Exercise goal: Could you give back the records exactly, taking out the pictures?

### Information given ###

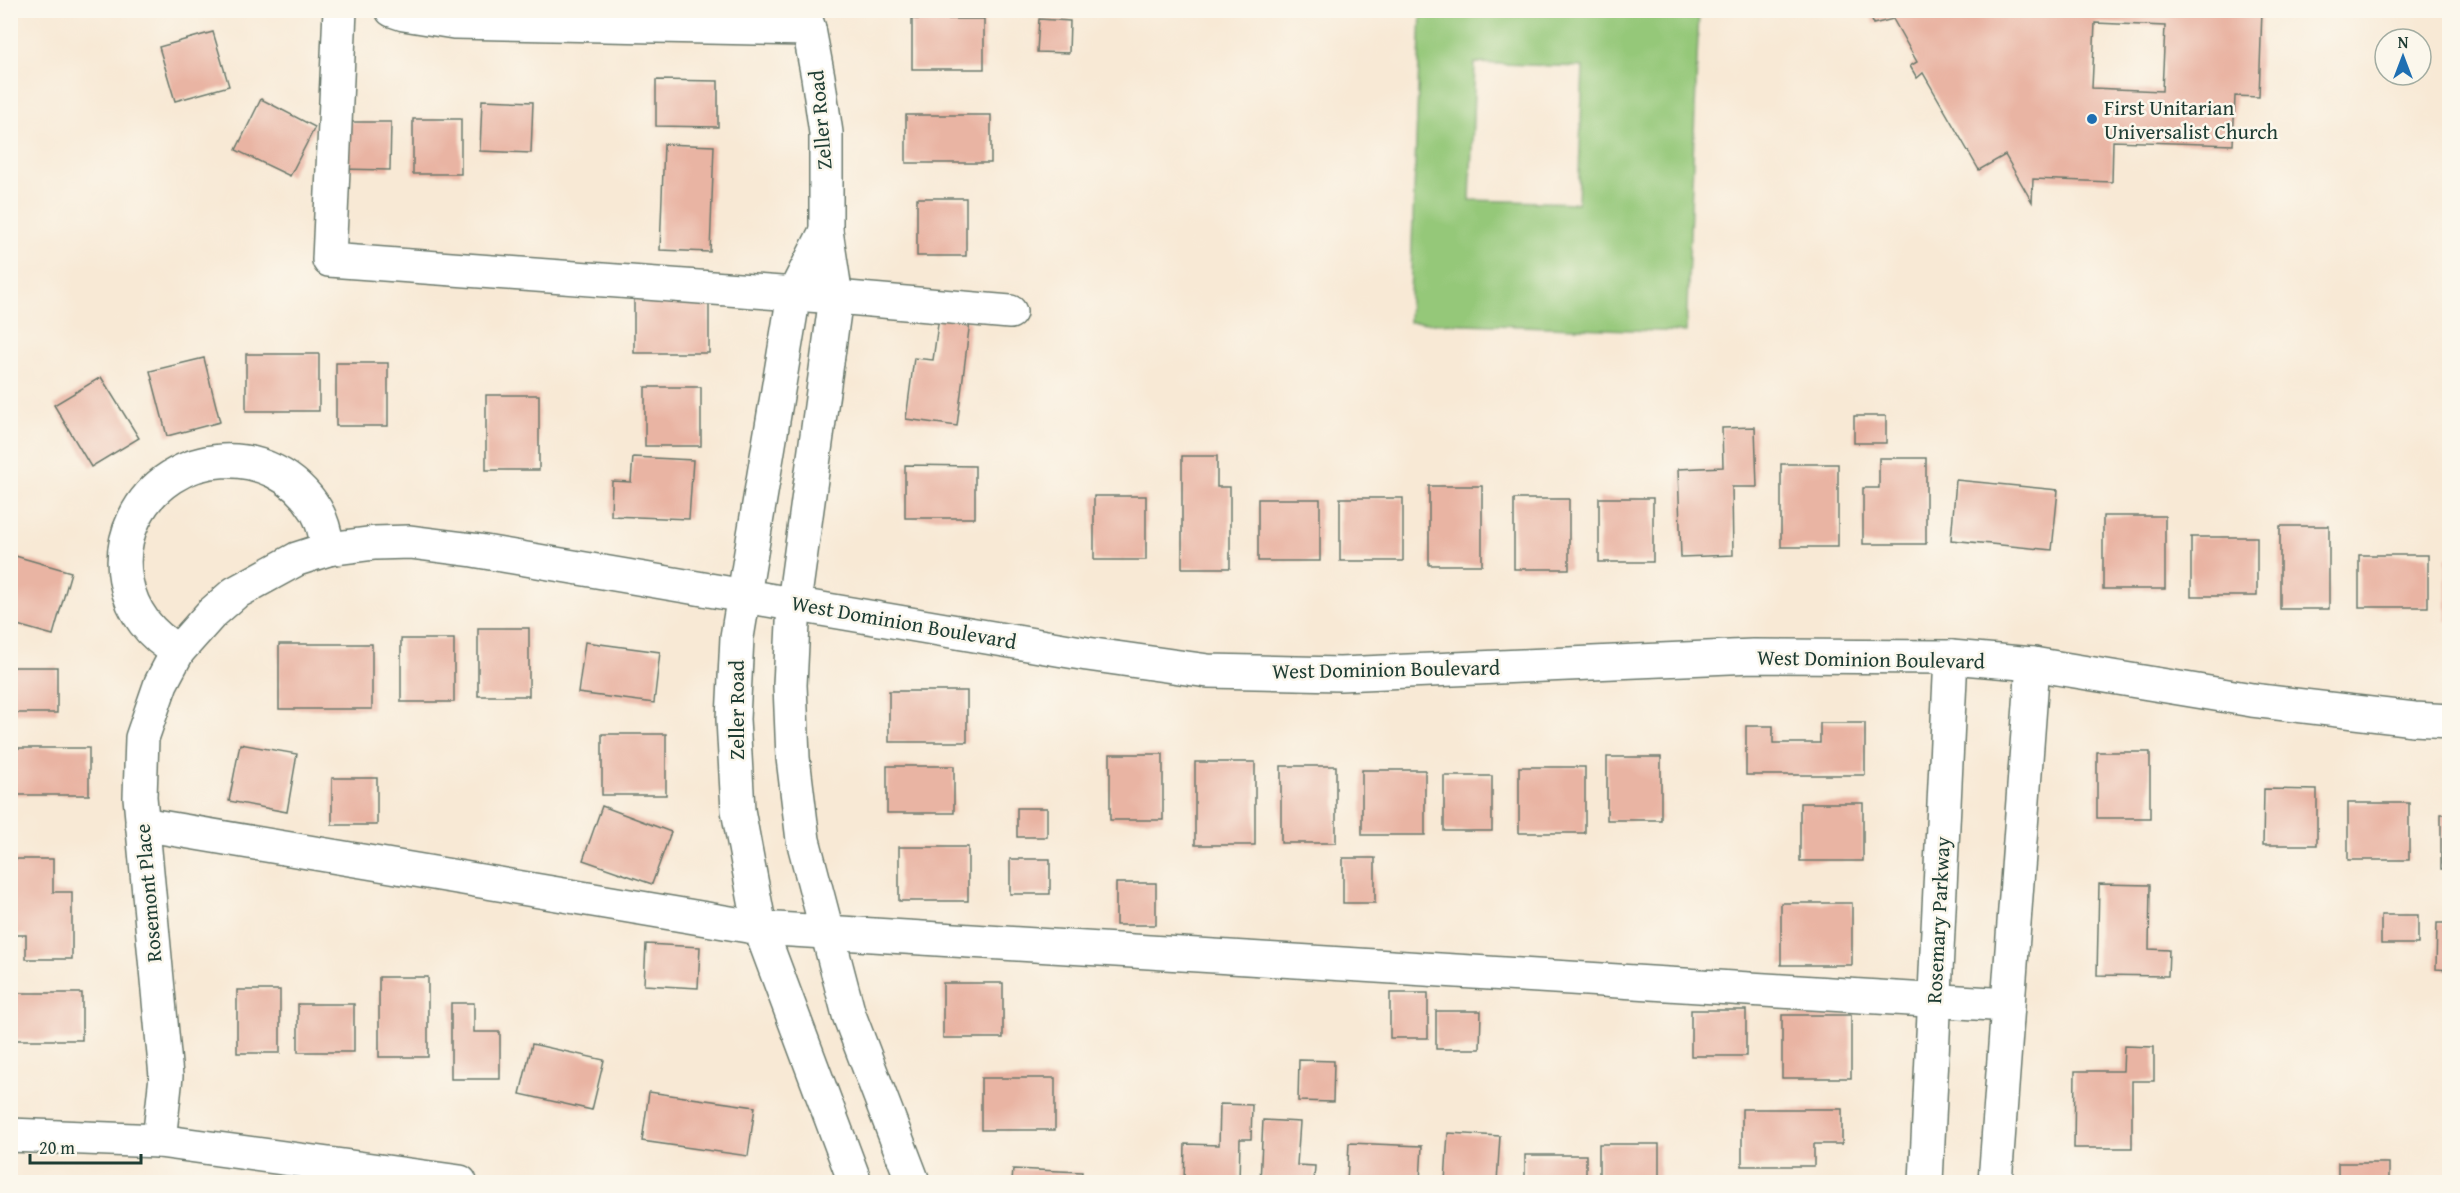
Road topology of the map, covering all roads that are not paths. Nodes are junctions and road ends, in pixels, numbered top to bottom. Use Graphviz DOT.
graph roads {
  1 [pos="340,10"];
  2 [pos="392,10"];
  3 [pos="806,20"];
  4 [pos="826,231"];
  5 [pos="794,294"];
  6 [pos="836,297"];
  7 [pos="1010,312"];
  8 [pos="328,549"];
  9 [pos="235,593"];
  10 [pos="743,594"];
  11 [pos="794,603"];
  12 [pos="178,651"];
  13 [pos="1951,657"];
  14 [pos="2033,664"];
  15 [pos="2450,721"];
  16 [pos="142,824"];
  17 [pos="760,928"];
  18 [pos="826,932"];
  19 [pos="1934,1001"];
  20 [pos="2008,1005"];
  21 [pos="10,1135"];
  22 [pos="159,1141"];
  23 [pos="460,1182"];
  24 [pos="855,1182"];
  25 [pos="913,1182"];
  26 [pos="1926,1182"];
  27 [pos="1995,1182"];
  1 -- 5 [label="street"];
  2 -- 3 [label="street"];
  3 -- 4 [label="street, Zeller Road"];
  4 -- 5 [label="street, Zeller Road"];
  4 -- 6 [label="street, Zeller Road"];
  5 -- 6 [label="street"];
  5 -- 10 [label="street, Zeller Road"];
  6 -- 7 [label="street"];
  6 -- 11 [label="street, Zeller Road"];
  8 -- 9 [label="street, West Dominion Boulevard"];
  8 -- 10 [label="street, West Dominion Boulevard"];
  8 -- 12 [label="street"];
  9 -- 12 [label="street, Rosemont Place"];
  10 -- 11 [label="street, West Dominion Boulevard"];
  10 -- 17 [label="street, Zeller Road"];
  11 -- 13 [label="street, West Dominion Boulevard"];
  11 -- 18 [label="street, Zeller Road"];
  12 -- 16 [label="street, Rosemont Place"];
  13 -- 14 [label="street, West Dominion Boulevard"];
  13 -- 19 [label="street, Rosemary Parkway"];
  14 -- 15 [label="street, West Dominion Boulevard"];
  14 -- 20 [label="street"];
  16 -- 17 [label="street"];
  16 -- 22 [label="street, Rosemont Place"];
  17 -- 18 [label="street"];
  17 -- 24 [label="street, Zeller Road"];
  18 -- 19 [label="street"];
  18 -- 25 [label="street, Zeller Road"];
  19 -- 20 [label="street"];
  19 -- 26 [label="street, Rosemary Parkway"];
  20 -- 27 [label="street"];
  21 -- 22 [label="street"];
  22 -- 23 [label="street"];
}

###

Result below:
Road topology of the map, covering all roads that are not paths. Nodes are junctions and road ends, in pixels, numbered top to bottom. Use Graphviz DOT.
graph roads {
  1 [pos="340,10"];
  2 [pos="392,10"];
  3 [pos="806,20"];
  4 [pos="826,231"];
  5 [pos="794,294"];
  6 [pos="836,297"];
  7 [pos="1010,312"];
  8 [pos="328,549"];
  9 [pos="235,593"];
  10 [pos="743,594"];
  11 [pos="794,603"];
  12 [pos="178,651"];
  13 [pos="1951,657"];
  14 [pos="2033,664"];
  15 [pos="2450,721"];
  16 [pos="142,824"];
  17 [pos="760,928"];
  18 [pos="826,932"];
  19 [pos="1934,1001"];
  20 [pos="2008,1005"];
  21 [pos="10,1135"];
  22 [pos="159,1141"];
  23 [pos="460,1182"];
  24 [pos="855,1182"];
  25 [pos="913,1182"];
  26 [pos="1926,1182"];
  27 [pos="1995,1182"];
  1 -- 5 [label="street"];
  2 -- 3 [label="street"];
  3 -- 4 [label="street, Zeller Road"];
  4 -- 5 [label="street, Zeller Road"];
  4 -- 6 [label="street, Zeller Road"];
  5 -- 6 [label="street"];
  5 -- 10 [label="street, Zeller Road"];
  6 -- 7 [label="street"];
  6 -- 11 [label="street, Zeller Road"];
  8 -- 9 [label="street, West Dominion Boulevard"];
  8 -- 10 [label="street, West Dominion Boulevard"];
  8 -- 12 [label="street"];
  9 -- 12 [label="street, Rosemont Place"];
  10 -- 11 [label="street, West Dominion Boulevard"];
  10 -- 17 [label="street, Zeller Road"];
  11 -- 13 [label="street, West Dominion Boulevard"];
  11 -- 18 [label="street, Zeller Road"];
  12 -- 16 [label="street, Rosemont Place"];
  13 -- 14 [label="street, West Dominion Boulevard"];
  13 -- 19 [label="street, Rosemary Parkway"];
  14 -- 15 [label="street, West Dominion Boulevard"];
  14 -- 20 [label="street"];
  16 -- 17 [label="street"];
  16 -- 22 [label="street, Rosemont Place"];
  17 -- 18 [label="street"];
  17 -- 24 [label="street, Zeller Road"];
  18 -- 19 [label="street"];
  18 -- 25 [label="street, Zeller Road"];
  19 -- 20 [label="street"];
  19 -- 26 [label="street, Rosemary Parkway"];
  20 -- 27 [label="street"];
  21 -- 22 [label="street"];
  22 -- 23 [label="street"];
}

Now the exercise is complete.